Would you filter the listing below so that only lines with the word "above" remain?

[INFORMATION SUPPLIED Boundary: Start]

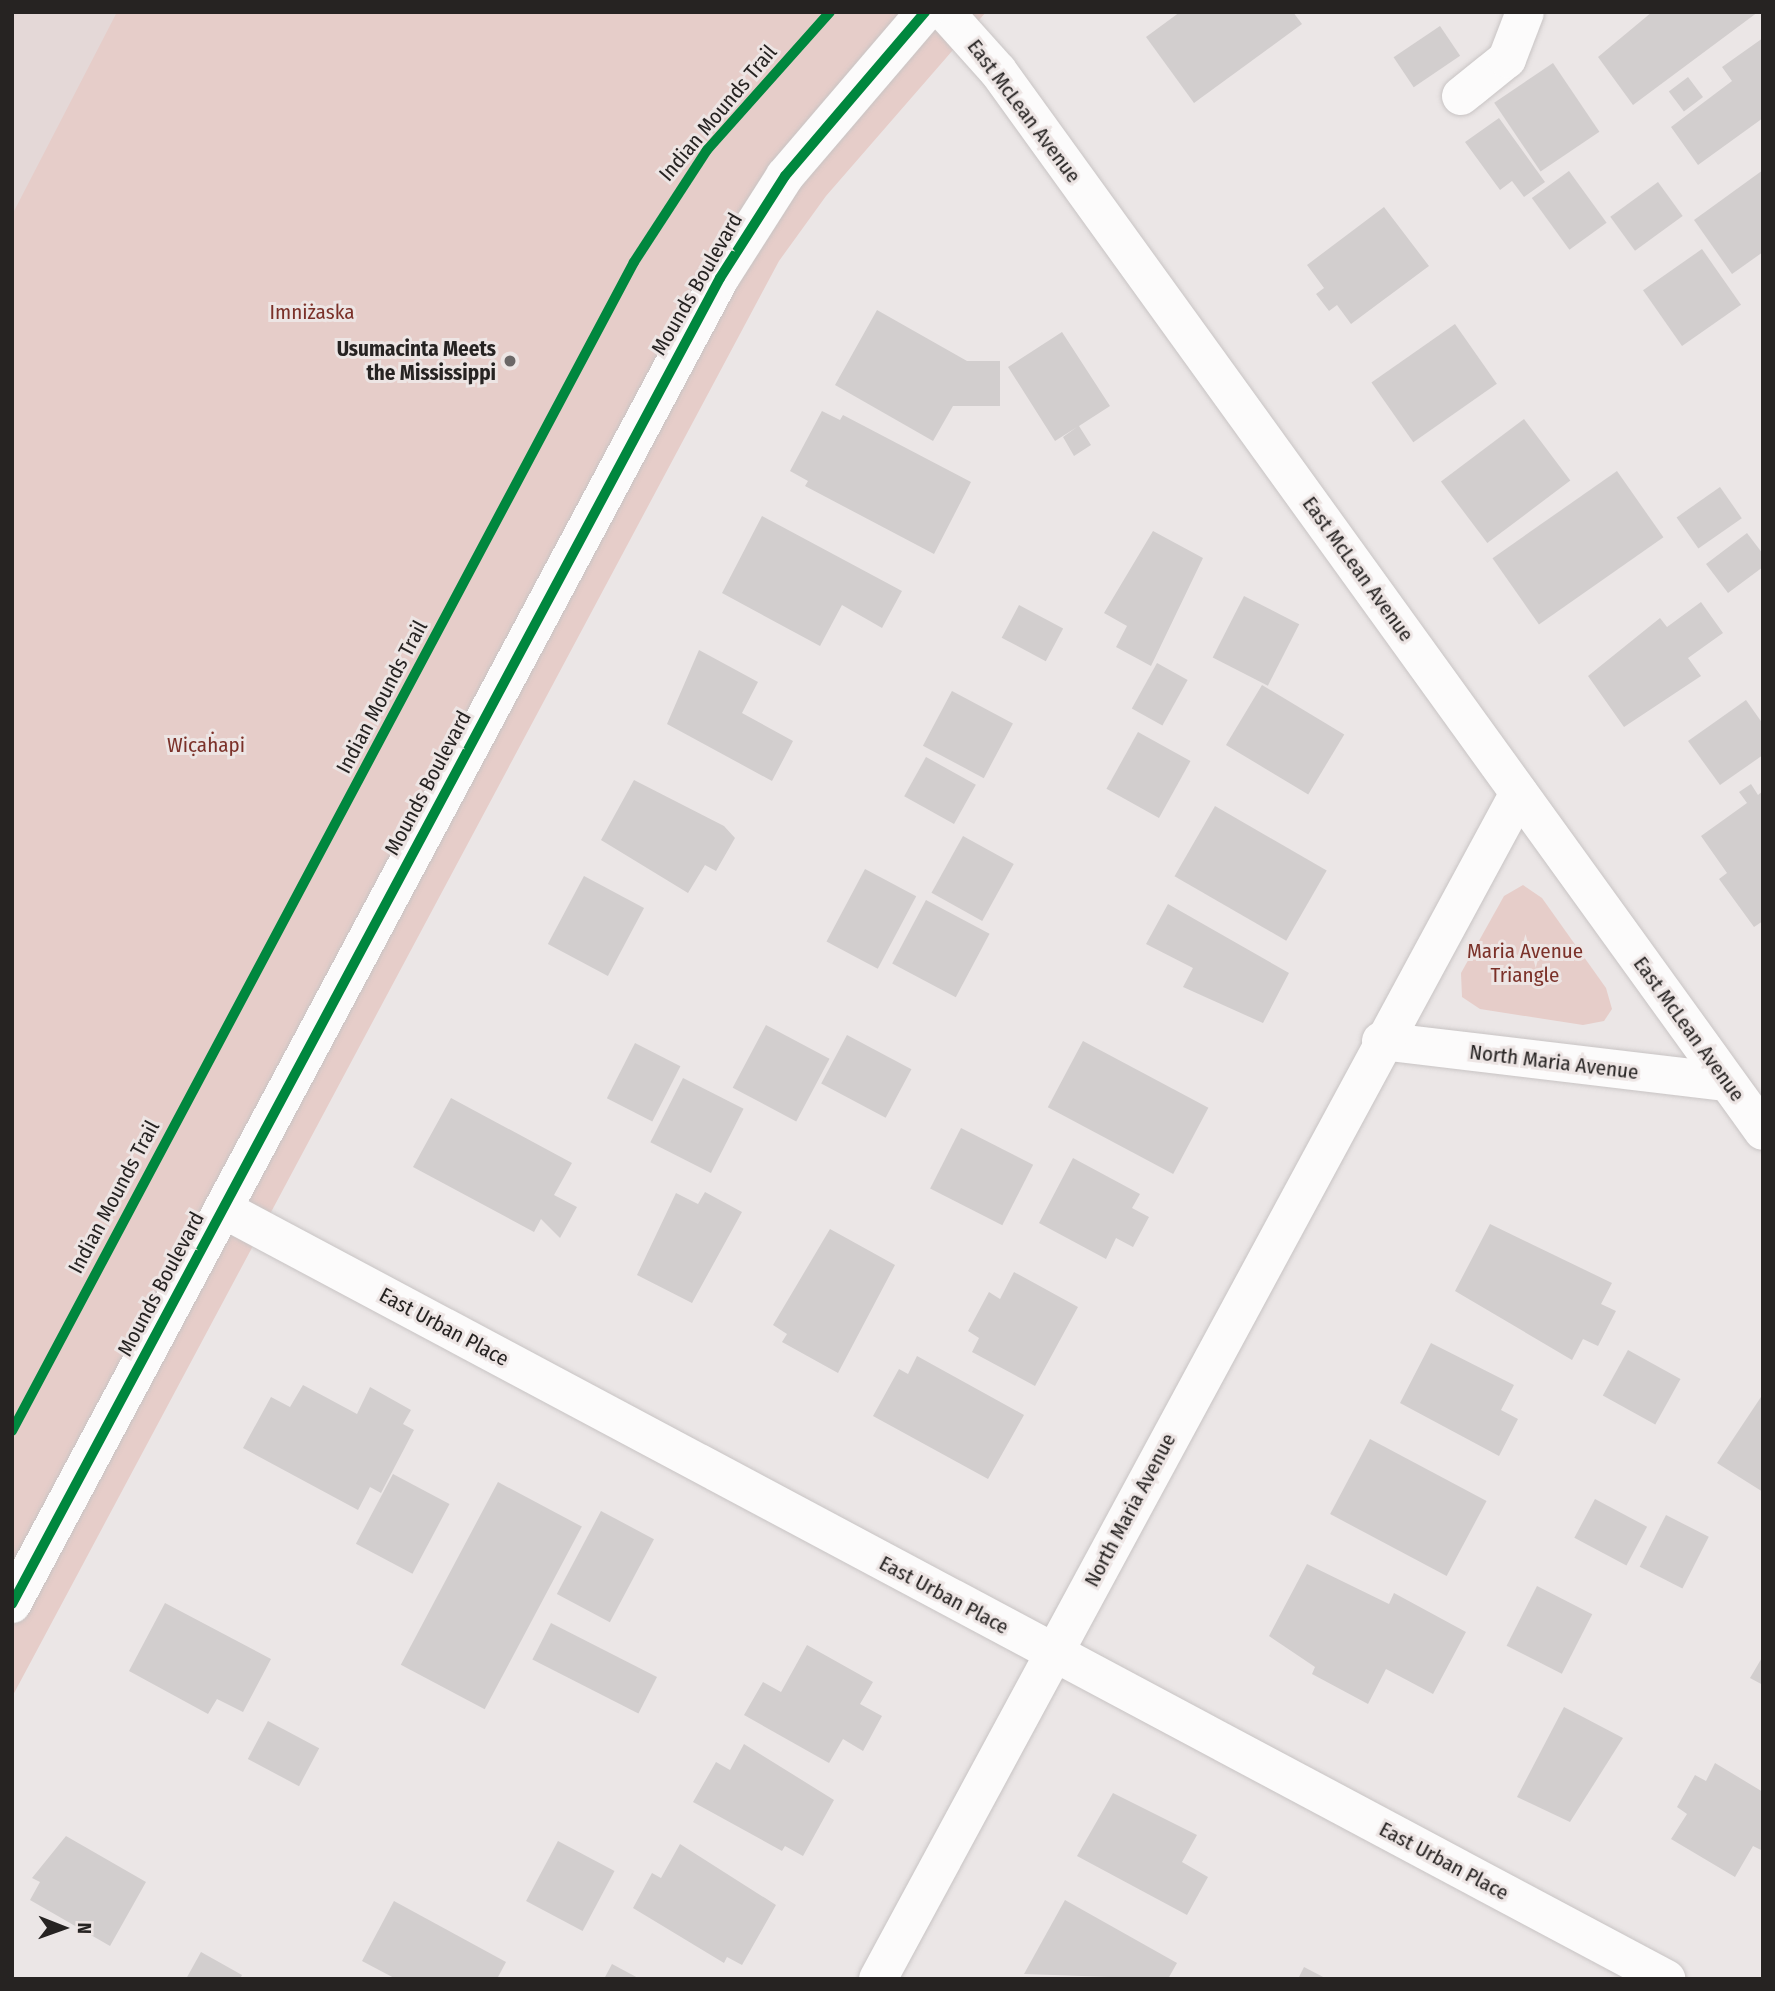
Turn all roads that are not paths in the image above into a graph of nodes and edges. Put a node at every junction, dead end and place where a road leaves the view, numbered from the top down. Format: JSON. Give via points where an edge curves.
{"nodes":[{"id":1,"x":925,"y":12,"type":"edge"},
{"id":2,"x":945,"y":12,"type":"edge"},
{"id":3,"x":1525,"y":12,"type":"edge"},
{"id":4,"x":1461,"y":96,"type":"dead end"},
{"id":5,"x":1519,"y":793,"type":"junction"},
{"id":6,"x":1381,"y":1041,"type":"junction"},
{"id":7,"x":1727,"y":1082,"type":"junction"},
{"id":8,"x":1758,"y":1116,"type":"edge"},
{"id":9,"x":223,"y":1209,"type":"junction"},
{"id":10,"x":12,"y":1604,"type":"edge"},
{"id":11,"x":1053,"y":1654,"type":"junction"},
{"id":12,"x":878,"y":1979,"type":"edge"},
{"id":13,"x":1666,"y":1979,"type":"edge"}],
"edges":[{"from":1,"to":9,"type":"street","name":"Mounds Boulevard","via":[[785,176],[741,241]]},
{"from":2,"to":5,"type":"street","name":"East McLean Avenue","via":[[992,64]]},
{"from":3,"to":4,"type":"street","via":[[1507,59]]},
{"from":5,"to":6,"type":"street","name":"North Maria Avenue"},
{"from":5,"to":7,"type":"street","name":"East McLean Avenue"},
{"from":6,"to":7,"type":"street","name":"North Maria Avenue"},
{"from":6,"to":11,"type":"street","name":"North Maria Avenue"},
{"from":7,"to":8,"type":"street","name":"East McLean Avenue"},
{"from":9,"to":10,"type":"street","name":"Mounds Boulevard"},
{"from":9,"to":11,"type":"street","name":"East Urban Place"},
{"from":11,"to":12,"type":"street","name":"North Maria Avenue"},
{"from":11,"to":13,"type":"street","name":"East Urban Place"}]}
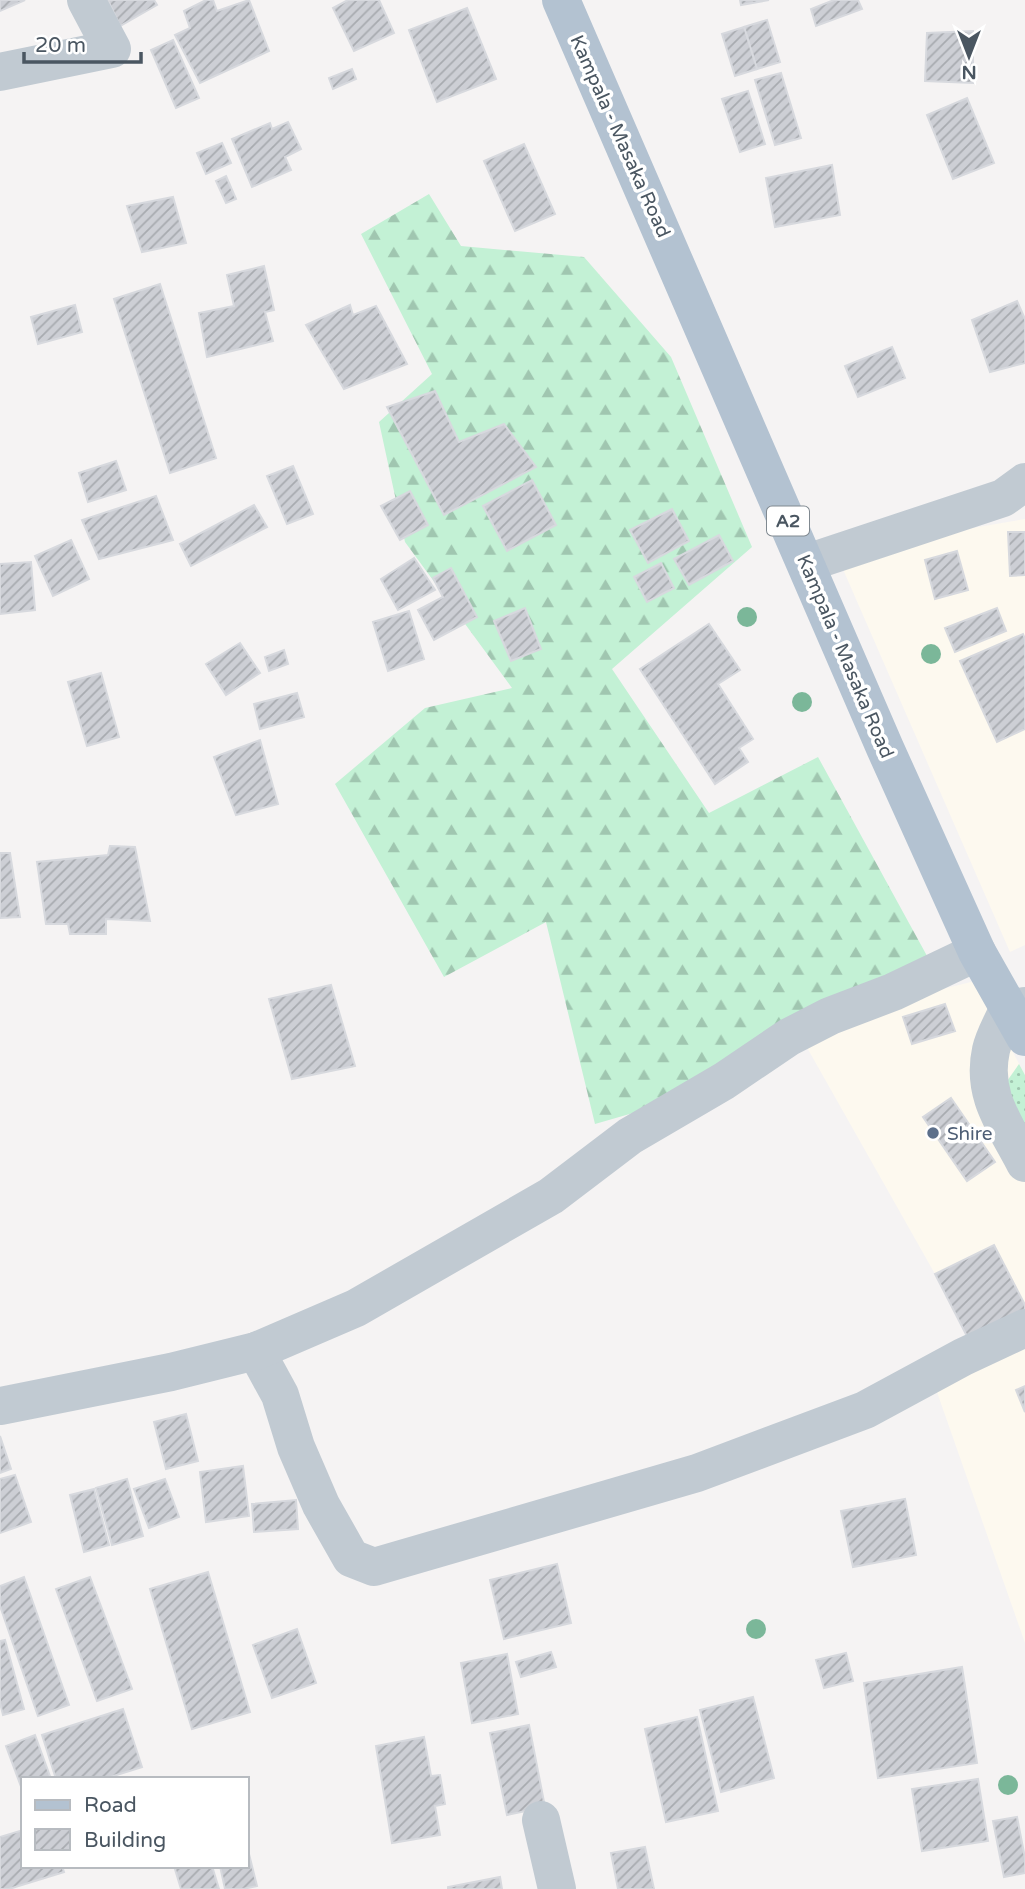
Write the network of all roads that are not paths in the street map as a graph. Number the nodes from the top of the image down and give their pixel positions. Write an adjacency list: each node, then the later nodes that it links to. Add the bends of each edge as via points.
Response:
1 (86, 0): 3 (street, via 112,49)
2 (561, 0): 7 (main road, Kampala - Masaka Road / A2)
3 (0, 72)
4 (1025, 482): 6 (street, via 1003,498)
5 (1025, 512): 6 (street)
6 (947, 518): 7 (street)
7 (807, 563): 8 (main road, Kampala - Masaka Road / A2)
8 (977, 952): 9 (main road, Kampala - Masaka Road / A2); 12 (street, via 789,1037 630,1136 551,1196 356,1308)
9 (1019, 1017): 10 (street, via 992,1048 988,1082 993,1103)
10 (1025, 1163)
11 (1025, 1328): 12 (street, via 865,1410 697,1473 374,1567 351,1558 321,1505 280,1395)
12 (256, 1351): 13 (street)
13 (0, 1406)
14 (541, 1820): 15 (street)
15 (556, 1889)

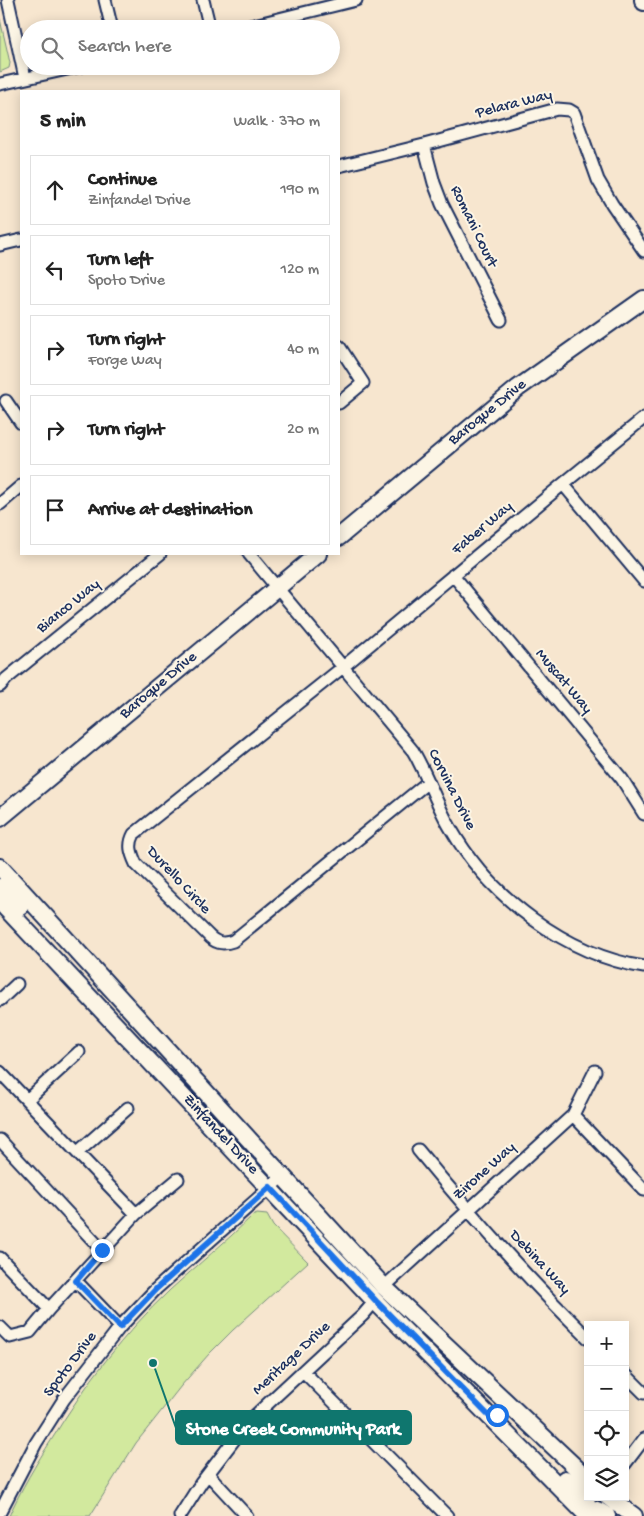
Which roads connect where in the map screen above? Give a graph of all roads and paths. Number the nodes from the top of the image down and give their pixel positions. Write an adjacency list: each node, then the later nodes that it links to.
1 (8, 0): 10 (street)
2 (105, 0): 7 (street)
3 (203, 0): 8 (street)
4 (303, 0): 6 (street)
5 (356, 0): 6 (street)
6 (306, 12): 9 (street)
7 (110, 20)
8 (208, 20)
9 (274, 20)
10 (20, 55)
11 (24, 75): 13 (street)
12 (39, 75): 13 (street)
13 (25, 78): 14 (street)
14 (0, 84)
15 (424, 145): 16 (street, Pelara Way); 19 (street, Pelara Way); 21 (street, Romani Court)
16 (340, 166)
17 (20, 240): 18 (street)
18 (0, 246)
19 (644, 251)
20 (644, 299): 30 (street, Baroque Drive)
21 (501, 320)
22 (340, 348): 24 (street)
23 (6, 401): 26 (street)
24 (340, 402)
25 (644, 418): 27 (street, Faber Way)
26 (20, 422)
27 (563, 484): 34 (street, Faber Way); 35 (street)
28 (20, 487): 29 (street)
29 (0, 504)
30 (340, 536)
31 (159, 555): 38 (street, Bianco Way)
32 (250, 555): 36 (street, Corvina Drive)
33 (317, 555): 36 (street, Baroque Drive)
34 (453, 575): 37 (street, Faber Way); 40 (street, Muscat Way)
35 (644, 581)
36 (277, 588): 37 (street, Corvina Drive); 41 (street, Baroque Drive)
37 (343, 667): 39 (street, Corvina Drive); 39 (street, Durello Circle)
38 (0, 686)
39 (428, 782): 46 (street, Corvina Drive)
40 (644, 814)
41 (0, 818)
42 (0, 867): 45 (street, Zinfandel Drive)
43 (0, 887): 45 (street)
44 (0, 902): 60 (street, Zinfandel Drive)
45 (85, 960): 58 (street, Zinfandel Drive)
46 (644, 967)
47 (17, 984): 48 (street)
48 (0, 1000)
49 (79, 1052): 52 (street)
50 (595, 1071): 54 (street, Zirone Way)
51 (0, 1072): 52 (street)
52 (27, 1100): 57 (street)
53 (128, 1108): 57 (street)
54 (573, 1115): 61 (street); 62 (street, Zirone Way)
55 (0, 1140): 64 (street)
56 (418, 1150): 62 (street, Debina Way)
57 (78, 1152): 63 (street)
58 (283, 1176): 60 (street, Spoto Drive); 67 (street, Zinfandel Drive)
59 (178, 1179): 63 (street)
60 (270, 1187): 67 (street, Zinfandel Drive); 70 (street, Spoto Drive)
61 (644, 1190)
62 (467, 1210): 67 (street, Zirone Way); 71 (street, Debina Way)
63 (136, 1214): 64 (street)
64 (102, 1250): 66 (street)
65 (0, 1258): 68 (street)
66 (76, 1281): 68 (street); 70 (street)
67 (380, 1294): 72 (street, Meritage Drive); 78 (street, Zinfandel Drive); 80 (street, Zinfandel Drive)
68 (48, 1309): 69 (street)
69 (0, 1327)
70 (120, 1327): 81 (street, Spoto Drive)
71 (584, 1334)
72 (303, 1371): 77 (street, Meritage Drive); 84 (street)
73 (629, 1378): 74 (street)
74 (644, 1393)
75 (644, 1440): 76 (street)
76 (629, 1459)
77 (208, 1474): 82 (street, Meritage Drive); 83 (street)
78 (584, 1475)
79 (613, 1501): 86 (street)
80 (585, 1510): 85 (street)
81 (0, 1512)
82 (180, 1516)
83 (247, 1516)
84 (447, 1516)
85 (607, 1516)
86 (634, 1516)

[INFORMATION SUPPLIED Boundary: End]

▶ _ANSWER SECTION_
Turn all roads that are not paths in the image above into a graph of nodes and edges. Put a node at every junction, dead end and place where a road leaves the view, numbered from the top down. Format: JSON. Give via points where an edge curves.
Which roads connect where in the map screen above? Give a graph of all roads and paths. Number the nodes from the top of the image down and give their pixel positions. Write an adjacency list: each node, then the later nodes that it links to.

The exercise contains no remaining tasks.